Review by Booklist Review
In his afterword, Chantler describes his pitch for Squire & Knight as "Dungeons & Dragons with Sir Arthur Conan Doyle"--and that's a perfect description for what is perhaps a perfect book. Brawny Sir Kelton is more than happy to bravely charge in and slay the dragon terrorizing the people of Bridgetown, but his young squire feels there's more to the story and investigates further to truly solve the problem. Chantler's comic has a timeless feel, and it's all the better for it. Both the oblong character design and the slightly faded orange-and-black color palette give the work a midcentury modern feel, and the focus on wit and mystery rather than on fantasy tropes and modern trends is mature yet playful. Kids will be drawn in by the straightforward central mystery and the fantasy action, while the charming character designs, clever skewering of classic genre tropes, and comedic timing will make this approachable for sword-and-sorcery fans of nearly any age. Chantler reveals further mysteries about his creative process in the back matter that details his method and early-draft thoughts, which is sure to inspire young artists and adventurers. A timeless, smart take on a classic story.
From Booklist, Copyright (c) American Library Association.

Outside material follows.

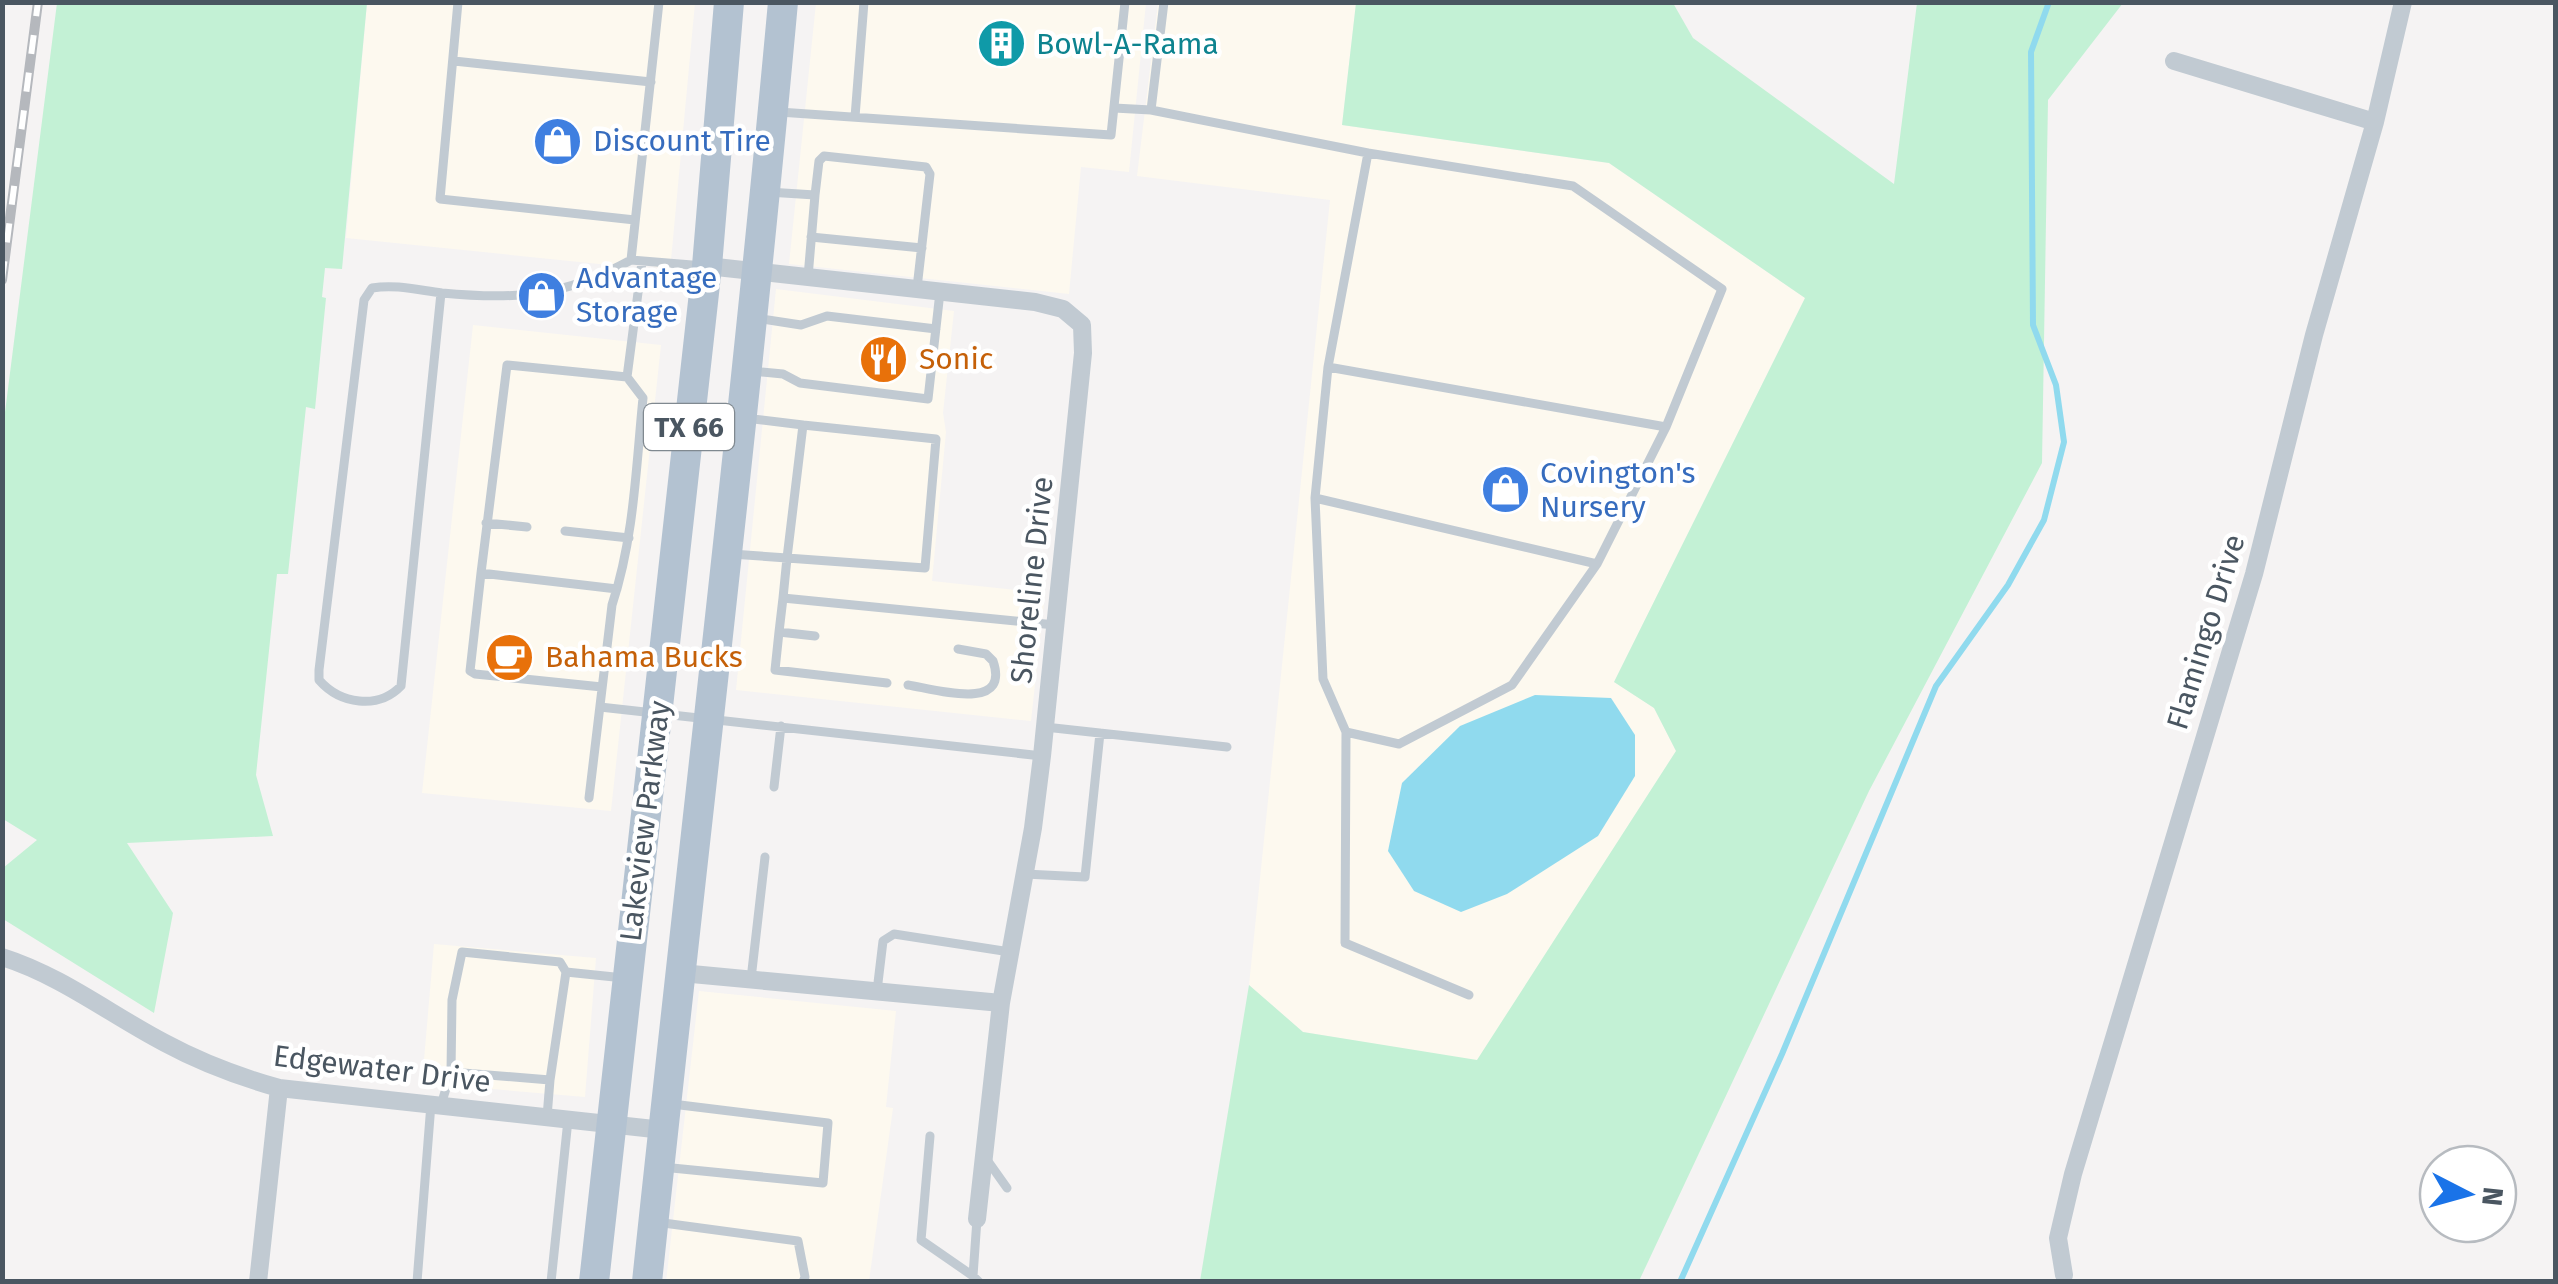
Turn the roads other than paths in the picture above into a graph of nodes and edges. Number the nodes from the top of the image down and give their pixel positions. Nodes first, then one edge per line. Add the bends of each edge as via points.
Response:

Used with permission.
Review by Publisher's Weekly Review
An unnamed bookish squire saves his boastful mentor, a knight, from death at the claws of a dragon in this fast-paced, medieval fantasy series launch by Chantler (the Three Thieves series). When Sir Kelton of Eldergard and his charge, Squire, arrive in Bridgetown, the pair find a quiet and ostensibly deserted village. After encountering a child with elf-like ears, the duo learn that the town is beset by a dragon, which the residents claim has cursed their village, resulting in damaged boats, dead crops, lost pets, and a flare-up of the mayor's gout. Insisting that Squire's book smarts would "be of no use at all," Sir Kelton rushes off to slay the beast. But when there's no sign of the knight, and the dragon returns to ravage Bridgetown, the villagers embark to confront the creature themselves, much to Squire's consternation. Cartoonish illustrations rendered in a muted black, white, and orange color palette depict this quest narrative, which teems with sharp-witted dialogue and carefully timed twists. Via Squire's deliberate consideration of facts and communication-first approach to solving problems, Chantler's graphic novel examines the pursuit of glory over compromise while delivering an action-filled exploit. Ages 8--12. Agent: Samantha Haywood, Transatlantic Literary. (May)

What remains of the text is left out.